The comments raise the possibility that Romney will have no engagement with the regions hardest hit by Sandy in the run-up to the election, other than making weekend calls to Christie and fellow Republican governors Bob McDonnell of Virginia and Pennsylvania's Tom Corbett.

Asked what Romney's reaction has been to Obama's handling of the storm relief operations, Madden pointed instead to remarks by Christie, who offered effusive praise for the commander-in-chief.

"I refer you to Governor Christie's remarks. I believe the response is still going on, so I'm not in a position to qualify the response by the federal government," Madden said.

Christie made headlines at the weekend when he praised the president's "wonderful" handling of the crisis and his engagement with the Republican governor, whose state, particularly coastline communities like Atlantic City, was devastated by the storm.

But with the election on November 6, and the race a dead heat, the Republican nominee can ill afford another day off the trail.

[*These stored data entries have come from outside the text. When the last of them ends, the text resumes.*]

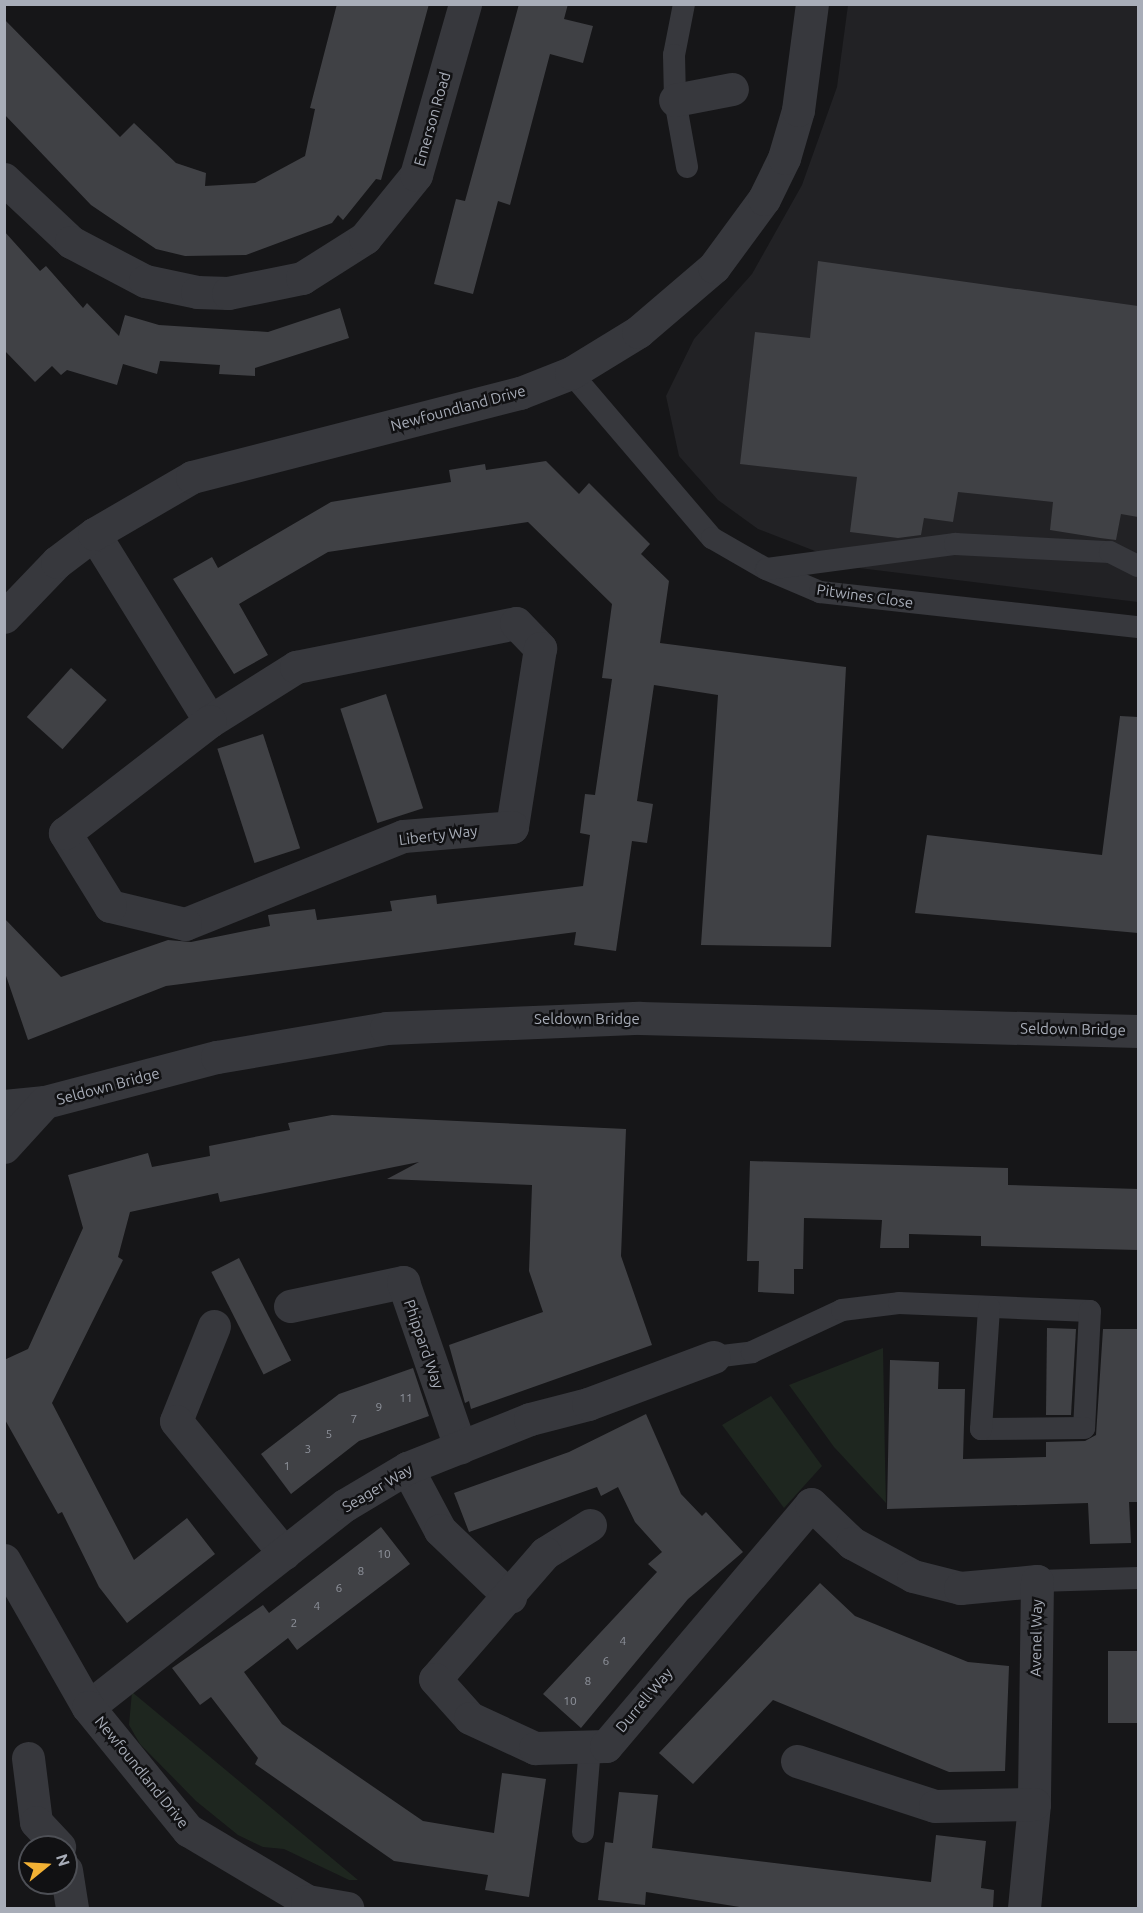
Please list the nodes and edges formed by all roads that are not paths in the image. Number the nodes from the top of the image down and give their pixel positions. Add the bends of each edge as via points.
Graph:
1 (465, 4) edge
2 (684, 4) edge
3 (812, 4) edge
4 (732, 89) dead end
5 (675, 100) junction
6 (687, 167) dead end
7 (4, 178) edge
8 (571, 373) junction
9 (94, 534) junction
10 (1138, 566) edge
11 (766, 569) junction
12 (4, 617) edge
13 (1138, 627) edge
14 (210, 721) junction
15 (1138, 1031) edge
16 (45, 1102) junction
17 (4, 1106) edge
18 (4, 1147) edge
19 (290, 1306) dead end
20 (989, 1307) junction
21 (214, 1326) dead end
22 (714, 1358) joint
23 (460, 1447) junction
24 (407, 1468) junction
25 (811, 1504) joint
26 (590, 1525) dead end
27 (284, 1553) junction
28 (4, 1560) edge
29 (1138, 1578) edge
30 (1037, 1581) junction
31 (510, 1597) junction
32 (88, 1707) junction
33 (590, 1746) junction
34 (28, 1758) dead end
35 (797, 1761) dead end
36 (1034, 1804) junction
37 (583, 1832) dead end
38 (48, 1835) edge
39 (306, 1905) edge
40 (347, 1908) edge
41 (1024, 1908) edge

1 - 7 street, Emerson Road via 416,175 365,238 302,278 228,293 197,292 145,280 71,242
2 - 5 lane via 674,55
3 - 8 street, Newfoundland Drive via 798,110 784,159 764,200 714,267 638,332
4 - 5 street
5 - 6 lane
8 - 9 street, Newfoundland Drive via 520,393 192,477
8 - 11 lane, Pitwines Close via 712,538
9 - 12 street, Newfoundland Drive via 57,562
9 - 14 street
10 - 11 lane via 1110,552 955,544
11 - 13 lane, Pitwines Close via 820,592
14 - 14 street, Liberty Way via 296,667 516,623 540,648 512,827 403,836 185,924 110,906 65,833
15 - 16 street, Seldown Bridge via 640,1018 386,1028 216,1057
16 - 17 street, Seldown Bridge
16 - 18 street, Seldown Bridge
19 - 23 street, Phippard Way via 403,1282
20 - 20 lane via 1090,1311 1084,1428 981,1429
20 - 22 lane via 899,1303 842,1310 752,1352
21 - 27 street via 176,1421
22 - 23 street, Seager Way
23 - 24 street, Seager Way
24 - 27 street, Seager Way via 345,1505
24 - 31 street via 440,1530
25 - 30 street, Avenel Way via 852,1543 914,1576 960,1588
25 - 33 street, Durrell Way via 606,1746
26 - 31 street, Durrell Way via 545,1552
27 - 32 street, Seager Way
28 - 32 street, Newfoundland Drive
29 - 30 lane
30 - 36 street, Avenel Way
31 - 33 street, Durrell Way via 435,1679 470,1718 535,1748
32 - 39 street, Newfoundland Drive via 189,1830
33 - 37 lane
34 - 38 street via 36,1822
35 - 36 street via 935,1806
36 - 41 street, Avenel Way
39 - 40 street, Newfoundland Drive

He leads in some national polls, and holds the narrowest of leads in the biggest battleground of all, Florida. But many surveys show Obama maintaining a slight edge in most toss-up states like Ohio and Iowa.

Unable to match Obama's presidential imagery as commander in a crisis, Romney enlisted some political backup in the form of Senator Marco Rubio and popular former Florida governor Jeb Bush.

Despite hitting the trail with his standard pledge to turn around the ailing economy, Romney addressed the plight of storm-battered Americans who have been "subjected to this tragedy."

"So please, if you have an extra dollar or two, please, send them along and keep the people who have been in harm's way... in your thoughts and prayers," he told about 2,000 people in an airport hangar in Tampa, as American Red Cross donation messages flashed on large video screens.

While Romney rapidly shifted to his message that "it's time for America to take a different course," the challenger held off on direct attacks against Obama, instead pushing optimism and the bipartisan cooperation needed to meet US fiscal challenges.

He said that would take "something that Washington talks about but hasn't done in a really long time, and that is truly reaching across the aisle and finding good Democrats and good Republicans" to enact reforms.

At a rally in a university arena outside Miami, Romney said he'd embark on "a new path of bold, aggressive change" if elected, "because the one we're on is not doing so well."

Florida is the largest of several battlegrounds Romney must win if he is to bounce Obama out of the White House.

"America is counting on Florida. I'm counting on Florida," Romney said.